Hunt through the entries for the word "roads" and copy each line in which it appears.

Working data START

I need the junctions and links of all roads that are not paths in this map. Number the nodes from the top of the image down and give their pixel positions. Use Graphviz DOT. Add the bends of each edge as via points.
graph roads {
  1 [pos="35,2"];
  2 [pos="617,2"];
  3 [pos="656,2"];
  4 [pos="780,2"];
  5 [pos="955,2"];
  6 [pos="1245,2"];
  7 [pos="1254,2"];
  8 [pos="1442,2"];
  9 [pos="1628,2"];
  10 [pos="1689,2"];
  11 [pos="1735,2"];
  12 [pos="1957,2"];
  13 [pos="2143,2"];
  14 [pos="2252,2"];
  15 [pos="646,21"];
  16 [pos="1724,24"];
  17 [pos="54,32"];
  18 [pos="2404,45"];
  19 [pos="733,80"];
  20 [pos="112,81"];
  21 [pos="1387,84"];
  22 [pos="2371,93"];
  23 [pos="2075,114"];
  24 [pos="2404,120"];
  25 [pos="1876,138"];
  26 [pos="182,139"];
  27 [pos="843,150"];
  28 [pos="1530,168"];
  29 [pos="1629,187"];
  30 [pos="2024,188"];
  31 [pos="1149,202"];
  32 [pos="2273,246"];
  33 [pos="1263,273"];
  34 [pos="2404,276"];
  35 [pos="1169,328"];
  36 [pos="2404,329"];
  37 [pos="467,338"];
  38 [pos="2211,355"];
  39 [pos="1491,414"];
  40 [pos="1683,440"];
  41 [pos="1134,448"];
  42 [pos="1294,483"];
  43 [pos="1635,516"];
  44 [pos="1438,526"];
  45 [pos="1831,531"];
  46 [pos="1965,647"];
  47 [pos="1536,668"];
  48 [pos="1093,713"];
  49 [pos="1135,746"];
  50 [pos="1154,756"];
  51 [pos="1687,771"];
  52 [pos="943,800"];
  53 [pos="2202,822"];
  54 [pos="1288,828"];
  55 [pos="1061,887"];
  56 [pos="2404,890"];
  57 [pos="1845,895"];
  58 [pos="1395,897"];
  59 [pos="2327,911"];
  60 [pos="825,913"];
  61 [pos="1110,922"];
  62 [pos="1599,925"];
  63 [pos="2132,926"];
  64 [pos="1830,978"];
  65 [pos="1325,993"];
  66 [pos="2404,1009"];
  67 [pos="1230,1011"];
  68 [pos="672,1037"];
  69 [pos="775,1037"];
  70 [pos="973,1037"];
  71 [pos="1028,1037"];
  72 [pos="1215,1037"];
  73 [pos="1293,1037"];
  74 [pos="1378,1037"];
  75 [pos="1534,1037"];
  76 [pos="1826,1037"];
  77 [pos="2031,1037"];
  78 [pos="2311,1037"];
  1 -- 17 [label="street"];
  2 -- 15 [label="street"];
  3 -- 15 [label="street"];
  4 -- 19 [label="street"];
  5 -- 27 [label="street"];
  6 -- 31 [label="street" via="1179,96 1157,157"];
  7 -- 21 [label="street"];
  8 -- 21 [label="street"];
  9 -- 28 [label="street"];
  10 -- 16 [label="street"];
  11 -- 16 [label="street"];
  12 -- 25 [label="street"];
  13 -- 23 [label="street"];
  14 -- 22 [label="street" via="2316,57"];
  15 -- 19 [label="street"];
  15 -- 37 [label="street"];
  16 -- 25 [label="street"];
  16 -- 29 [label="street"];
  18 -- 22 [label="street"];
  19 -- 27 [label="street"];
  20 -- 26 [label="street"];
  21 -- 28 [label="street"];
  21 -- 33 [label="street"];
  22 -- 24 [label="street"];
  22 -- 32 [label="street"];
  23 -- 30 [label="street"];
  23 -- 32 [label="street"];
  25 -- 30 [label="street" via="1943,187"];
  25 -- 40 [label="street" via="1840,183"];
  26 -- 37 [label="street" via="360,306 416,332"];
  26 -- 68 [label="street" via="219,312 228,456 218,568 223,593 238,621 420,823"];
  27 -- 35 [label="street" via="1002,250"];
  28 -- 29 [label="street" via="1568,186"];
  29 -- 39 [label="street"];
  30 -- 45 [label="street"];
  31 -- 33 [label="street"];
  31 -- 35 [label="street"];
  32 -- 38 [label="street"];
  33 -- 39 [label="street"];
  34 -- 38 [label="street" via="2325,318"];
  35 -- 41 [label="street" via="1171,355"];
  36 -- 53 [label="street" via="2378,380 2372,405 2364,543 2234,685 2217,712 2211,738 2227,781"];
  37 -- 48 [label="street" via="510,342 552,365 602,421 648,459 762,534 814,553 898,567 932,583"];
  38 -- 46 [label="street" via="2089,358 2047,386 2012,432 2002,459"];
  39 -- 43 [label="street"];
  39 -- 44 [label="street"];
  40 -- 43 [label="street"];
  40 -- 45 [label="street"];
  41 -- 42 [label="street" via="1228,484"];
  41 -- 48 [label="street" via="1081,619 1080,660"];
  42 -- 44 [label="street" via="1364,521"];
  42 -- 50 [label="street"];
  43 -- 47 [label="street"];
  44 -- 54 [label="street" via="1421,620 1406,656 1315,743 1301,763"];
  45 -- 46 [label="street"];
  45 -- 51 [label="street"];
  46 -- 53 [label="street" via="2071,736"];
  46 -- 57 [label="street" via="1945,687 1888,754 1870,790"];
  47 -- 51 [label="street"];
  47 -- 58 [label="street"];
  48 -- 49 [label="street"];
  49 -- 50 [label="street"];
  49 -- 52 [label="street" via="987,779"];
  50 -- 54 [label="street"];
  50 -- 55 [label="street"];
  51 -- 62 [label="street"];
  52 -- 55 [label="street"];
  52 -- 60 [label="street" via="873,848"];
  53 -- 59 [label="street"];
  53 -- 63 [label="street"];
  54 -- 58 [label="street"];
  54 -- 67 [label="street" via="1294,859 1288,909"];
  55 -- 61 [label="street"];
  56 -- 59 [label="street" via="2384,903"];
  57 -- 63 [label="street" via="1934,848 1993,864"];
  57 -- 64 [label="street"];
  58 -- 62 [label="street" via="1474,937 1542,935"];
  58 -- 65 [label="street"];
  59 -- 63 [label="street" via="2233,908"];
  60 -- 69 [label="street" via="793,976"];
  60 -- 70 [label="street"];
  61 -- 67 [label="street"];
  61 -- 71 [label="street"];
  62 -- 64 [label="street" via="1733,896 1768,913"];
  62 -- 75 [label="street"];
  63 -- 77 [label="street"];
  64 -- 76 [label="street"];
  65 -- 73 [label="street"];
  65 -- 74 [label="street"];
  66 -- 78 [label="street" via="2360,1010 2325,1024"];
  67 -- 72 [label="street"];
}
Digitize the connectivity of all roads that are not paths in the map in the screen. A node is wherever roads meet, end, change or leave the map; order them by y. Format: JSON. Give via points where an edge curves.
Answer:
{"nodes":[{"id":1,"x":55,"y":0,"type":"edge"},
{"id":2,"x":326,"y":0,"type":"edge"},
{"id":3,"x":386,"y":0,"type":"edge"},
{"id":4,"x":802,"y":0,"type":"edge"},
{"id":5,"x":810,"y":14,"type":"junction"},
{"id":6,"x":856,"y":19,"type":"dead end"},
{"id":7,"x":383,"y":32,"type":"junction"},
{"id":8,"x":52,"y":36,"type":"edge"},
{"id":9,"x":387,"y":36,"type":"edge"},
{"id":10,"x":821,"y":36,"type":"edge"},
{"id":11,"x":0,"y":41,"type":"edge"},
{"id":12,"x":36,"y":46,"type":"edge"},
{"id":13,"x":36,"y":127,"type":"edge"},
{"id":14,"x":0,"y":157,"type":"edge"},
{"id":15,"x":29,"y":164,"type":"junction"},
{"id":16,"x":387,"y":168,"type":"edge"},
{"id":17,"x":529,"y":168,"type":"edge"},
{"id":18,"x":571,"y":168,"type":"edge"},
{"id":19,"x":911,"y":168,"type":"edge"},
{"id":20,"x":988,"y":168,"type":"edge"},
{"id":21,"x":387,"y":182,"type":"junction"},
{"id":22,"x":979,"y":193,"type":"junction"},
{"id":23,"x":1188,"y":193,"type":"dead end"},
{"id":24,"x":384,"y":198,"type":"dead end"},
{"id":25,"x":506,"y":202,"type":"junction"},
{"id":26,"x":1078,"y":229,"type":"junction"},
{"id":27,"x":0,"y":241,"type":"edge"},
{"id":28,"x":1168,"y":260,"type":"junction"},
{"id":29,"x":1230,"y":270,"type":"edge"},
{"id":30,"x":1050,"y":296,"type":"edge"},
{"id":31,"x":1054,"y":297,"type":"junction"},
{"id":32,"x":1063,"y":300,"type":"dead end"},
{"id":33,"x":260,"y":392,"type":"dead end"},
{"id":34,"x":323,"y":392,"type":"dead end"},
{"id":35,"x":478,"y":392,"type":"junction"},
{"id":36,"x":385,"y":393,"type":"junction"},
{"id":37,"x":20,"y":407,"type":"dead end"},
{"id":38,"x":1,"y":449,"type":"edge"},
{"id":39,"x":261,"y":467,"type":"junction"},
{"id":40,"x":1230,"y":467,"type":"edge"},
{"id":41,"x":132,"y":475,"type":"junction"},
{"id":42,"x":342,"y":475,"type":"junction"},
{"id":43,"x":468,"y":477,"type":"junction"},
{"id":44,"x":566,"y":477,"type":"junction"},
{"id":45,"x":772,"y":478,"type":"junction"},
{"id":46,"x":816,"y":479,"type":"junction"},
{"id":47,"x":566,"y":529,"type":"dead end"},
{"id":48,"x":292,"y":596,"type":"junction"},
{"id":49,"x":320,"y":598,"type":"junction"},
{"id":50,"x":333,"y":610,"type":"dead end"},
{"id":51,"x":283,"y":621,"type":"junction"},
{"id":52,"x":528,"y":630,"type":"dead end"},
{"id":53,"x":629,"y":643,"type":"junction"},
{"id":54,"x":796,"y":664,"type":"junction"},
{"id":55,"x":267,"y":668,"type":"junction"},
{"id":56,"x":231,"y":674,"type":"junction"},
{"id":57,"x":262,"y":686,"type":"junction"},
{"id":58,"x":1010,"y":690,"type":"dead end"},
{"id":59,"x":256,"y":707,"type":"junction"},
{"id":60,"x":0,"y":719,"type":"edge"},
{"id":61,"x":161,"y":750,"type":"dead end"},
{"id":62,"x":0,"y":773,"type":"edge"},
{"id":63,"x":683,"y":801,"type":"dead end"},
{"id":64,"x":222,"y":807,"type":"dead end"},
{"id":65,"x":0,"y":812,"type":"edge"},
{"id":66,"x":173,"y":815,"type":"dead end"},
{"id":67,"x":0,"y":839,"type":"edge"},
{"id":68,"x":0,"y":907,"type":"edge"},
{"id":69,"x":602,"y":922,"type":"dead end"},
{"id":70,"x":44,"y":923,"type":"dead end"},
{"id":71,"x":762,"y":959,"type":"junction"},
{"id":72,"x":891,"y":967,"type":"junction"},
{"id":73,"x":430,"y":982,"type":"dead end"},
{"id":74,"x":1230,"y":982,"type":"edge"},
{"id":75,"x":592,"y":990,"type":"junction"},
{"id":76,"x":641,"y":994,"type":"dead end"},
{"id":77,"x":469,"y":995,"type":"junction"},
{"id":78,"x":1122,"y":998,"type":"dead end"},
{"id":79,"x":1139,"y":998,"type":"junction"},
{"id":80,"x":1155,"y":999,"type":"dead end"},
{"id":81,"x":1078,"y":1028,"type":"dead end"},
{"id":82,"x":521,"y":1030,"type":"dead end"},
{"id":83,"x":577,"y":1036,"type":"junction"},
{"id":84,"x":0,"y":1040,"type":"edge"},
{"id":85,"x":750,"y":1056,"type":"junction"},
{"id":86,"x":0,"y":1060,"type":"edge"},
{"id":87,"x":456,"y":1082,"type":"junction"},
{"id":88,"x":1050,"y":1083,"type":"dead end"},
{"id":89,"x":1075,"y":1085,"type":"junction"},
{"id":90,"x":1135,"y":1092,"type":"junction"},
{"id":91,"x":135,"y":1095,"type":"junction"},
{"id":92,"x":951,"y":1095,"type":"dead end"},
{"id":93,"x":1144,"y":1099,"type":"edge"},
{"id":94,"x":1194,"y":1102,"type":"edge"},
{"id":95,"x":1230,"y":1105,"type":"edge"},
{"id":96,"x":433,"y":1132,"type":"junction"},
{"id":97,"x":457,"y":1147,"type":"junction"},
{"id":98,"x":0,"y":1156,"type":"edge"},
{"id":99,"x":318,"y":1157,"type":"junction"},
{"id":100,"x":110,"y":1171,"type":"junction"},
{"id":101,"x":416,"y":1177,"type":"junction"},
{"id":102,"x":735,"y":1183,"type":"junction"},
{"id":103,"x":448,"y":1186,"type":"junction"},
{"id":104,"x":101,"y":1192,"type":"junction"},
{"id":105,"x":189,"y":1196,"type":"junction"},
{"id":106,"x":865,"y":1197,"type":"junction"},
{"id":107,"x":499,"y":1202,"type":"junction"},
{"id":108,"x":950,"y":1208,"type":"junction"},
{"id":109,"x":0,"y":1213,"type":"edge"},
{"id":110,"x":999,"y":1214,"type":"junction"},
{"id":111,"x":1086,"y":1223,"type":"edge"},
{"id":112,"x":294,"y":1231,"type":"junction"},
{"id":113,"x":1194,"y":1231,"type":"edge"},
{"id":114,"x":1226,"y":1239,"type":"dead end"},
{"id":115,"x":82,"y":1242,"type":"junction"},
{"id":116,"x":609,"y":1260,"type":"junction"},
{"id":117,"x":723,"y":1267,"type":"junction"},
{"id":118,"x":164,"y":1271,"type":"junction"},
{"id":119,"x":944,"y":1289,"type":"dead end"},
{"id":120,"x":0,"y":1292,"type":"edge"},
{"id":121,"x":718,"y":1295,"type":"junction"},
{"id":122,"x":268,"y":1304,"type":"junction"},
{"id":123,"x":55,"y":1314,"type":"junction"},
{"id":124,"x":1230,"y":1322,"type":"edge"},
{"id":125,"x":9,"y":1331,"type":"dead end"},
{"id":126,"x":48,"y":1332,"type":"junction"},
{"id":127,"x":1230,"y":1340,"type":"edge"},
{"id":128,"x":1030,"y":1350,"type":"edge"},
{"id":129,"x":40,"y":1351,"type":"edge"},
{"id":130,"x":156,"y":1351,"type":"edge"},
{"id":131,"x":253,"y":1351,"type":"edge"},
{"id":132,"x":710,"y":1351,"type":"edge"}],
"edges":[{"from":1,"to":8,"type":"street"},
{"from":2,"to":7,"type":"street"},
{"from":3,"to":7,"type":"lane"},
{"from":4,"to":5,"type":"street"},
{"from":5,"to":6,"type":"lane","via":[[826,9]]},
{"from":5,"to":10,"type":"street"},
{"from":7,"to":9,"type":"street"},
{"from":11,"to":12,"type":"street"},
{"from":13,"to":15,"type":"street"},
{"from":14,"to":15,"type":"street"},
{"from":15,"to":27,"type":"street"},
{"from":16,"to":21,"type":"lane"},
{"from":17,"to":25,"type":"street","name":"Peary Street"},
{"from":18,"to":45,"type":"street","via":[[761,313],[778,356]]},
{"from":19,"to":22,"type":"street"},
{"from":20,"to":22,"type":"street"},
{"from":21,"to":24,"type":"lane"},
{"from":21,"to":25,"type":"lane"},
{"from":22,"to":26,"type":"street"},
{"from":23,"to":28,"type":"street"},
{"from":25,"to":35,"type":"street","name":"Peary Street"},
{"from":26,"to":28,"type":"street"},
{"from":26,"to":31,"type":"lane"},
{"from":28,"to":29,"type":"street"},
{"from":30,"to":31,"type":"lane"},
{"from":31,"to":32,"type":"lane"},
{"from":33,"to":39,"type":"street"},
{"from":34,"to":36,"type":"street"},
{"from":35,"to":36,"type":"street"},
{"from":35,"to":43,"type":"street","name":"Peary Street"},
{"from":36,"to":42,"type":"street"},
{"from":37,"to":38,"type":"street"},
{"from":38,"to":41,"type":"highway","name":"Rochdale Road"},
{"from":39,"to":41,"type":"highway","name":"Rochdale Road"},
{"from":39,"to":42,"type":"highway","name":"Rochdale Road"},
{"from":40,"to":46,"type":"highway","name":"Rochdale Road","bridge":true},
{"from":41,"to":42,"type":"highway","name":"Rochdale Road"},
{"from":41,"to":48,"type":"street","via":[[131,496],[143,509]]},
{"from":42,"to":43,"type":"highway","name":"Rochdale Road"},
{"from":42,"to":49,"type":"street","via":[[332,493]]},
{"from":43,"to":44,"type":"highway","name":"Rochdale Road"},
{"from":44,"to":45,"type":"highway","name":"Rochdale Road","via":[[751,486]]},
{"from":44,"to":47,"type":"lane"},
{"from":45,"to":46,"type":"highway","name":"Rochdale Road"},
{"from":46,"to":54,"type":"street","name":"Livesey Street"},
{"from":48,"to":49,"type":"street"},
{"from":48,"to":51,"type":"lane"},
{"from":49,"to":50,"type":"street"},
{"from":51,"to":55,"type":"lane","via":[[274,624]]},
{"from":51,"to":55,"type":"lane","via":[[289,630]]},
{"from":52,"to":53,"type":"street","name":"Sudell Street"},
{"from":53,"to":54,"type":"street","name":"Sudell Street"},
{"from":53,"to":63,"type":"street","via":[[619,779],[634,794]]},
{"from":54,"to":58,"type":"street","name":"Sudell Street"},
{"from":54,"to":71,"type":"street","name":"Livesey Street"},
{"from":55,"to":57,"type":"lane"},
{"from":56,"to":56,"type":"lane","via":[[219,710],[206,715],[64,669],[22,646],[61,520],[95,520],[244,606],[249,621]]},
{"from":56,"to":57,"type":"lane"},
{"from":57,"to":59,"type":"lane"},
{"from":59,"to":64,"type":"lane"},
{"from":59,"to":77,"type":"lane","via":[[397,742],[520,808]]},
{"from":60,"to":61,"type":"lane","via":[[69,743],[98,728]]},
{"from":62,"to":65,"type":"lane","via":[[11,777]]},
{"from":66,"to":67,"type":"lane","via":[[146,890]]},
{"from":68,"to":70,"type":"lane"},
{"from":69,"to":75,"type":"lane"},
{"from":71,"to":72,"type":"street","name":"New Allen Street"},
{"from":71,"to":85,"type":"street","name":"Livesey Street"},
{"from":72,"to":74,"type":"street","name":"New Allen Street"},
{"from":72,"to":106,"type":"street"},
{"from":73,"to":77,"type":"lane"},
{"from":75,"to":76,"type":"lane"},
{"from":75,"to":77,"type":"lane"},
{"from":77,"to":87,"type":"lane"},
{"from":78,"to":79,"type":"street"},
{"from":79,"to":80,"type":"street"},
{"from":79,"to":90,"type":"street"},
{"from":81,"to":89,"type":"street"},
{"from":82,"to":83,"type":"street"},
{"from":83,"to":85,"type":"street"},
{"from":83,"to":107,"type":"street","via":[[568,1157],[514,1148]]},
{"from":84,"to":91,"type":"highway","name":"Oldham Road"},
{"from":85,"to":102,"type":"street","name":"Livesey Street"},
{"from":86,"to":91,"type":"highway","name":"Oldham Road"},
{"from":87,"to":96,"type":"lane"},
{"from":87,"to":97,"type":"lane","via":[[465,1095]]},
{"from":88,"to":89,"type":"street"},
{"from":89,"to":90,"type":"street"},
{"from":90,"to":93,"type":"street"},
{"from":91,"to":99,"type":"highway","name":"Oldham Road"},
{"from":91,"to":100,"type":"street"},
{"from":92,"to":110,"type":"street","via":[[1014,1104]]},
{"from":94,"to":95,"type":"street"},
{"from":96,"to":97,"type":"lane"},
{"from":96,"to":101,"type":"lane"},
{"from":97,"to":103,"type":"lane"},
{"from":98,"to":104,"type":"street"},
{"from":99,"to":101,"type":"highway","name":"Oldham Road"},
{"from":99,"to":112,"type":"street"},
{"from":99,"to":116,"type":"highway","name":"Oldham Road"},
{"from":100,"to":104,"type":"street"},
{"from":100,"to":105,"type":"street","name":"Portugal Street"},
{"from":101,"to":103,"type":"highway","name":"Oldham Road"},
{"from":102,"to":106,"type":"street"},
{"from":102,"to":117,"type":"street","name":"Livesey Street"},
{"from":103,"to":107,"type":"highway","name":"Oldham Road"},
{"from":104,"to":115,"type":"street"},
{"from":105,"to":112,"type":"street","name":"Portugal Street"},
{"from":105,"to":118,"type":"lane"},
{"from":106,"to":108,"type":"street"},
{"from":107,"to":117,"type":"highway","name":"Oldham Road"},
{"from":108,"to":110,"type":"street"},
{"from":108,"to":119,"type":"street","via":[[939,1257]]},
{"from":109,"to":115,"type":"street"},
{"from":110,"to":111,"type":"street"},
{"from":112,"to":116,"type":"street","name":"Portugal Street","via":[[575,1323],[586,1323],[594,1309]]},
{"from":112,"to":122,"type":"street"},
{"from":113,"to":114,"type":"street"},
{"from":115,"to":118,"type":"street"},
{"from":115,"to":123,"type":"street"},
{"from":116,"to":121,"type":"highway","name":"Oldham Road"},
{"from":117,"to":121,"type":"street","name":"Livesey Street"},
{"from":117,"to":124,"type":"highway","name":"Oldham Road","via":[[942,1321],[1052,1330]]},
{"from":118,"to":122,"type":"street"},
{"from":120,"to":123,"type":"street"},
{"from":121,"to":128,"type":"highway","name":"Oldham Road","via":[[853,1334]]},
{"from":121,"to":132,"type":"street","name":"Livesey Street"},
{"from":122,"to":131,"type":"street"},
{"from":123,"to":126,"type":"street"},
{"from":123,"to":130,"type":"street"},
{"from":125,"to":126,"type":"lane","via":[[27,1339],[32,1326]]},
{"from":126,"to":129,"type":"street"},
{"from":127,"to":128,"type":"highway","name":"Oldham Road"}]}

Working data END

Your response.
I need the junctions and links of all roads that are not paths in this map. Number the nodes from the top of the image down and give their pixel positions. Use Graphviz DOT. Add the bends of each edge as via points.
graph roads {
Digitize the connectivity of all roads that are not paths in the map in the screen. A node is wherever roads meet, end, change or leave the map; order them by y. Format: JSON. Give via points where an edge curves.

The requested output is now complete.